* _Required work_
Once every line below has been checked for "DBDBDB", give only the number of lines that have it.

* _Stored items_
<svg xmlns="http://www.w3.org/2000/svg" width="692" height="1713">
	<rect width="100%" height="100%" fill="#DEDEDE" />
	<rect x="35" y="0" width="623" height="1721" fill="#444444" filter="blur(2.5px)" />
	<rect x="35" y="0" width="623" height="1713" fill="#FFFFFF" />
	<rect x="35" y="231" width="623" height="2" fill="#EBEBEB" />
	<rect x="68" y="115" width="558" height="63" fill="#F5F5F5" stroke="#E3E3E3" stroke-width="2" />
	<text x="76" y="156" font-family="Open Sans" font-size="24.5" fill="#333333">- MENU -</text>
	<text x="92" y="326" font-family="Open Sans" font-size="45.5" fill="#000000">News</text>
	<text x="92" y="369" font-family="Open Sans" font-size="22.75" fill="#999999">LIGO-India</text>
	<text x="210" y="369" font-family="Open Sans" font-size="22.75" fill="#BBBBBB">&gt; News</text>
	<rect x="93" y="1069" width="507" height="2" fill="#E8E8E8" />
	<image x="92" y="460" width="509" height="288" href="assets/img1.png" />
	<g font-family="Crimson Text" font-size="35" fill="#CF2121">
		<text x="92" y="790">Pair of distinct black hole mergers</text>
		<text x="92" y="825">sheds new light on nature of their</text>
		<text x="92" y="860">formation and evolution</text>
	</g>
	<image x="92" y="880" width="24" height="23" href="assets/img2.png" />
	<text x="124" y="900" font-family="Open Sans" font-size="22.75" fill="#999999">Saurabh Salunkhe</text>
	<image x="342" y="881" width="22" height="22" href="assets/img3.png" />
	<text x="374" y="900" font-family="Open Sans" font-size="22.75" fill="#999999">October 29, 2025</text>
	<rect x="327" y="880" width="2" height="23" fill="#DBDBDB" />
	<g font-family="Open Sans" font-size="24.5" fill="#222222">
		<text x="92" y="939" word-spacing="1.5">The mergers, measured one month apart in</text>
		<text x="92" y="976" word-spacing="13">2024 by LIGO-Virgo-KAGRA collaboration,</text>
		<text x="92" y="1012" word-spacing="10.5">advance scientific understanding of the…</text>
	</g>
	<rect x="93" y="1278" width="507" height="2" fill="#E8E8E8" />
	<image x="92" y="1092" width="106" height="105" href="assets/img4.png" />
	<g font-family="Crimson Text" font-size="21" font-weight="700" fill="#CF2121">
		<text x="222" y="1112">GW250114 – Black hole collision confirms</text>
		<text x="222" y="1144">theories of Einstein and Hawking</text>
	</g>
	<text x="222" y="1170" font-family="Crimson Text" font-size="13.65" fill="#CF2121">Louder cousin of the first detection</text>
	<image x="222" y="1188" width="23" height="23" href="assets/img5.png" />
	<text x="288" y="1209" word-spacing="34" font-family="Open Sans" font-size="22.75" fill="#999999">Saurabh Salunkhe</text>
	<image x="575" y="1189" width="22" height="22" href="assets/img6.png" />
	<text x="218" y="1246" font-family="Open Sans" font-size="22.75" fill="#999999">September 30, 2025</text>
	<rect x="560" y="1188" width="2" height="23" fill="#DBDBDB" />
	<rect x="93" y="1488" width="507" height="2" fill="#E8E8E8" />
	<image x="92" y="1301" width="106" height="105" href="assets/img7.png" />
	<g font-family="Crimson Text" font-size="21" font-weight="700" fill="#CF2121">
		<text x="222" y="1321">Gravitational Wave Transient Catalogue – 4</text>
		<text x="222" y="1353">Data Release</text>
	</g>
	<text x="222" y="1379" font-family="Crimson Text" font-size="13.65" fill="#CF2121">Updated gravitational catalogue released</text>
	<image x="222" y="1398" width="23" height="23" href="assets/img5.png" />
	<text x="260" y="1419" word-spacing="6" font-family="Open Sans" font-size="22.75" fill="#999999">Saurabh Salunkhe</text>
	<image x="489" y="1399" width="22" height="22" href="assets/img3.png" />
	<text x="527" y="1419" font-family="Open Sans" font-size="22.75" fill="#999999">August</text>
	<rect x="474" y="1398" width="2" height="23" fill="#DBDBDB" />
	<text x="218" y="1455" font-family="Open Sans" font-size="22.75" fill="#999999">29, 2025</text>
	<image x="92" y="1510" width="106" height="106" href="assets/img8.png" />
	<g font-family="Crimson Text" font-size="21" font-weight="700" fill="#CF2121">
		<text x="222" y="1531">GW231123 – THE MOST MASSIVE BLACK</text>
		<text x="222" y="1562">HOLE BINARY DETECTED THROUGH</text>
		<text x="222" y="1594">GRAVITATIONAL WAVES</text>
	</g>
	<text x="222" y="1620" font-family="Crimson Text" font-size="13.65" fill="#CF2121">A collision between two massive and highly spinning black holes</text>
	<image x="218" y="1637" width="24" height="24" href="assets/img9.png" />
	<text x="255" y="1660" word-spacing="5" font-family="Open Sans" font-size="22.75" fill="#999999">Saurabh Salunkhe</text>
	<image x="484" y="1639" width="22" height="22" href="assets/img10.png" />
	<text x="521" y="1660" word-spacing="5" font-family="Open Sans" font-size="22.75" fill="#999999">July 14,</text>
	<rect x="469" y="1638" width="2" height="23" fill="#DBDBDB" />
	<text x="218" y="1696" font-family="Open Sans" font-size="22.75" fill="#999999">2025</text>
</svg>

* _Task result_
4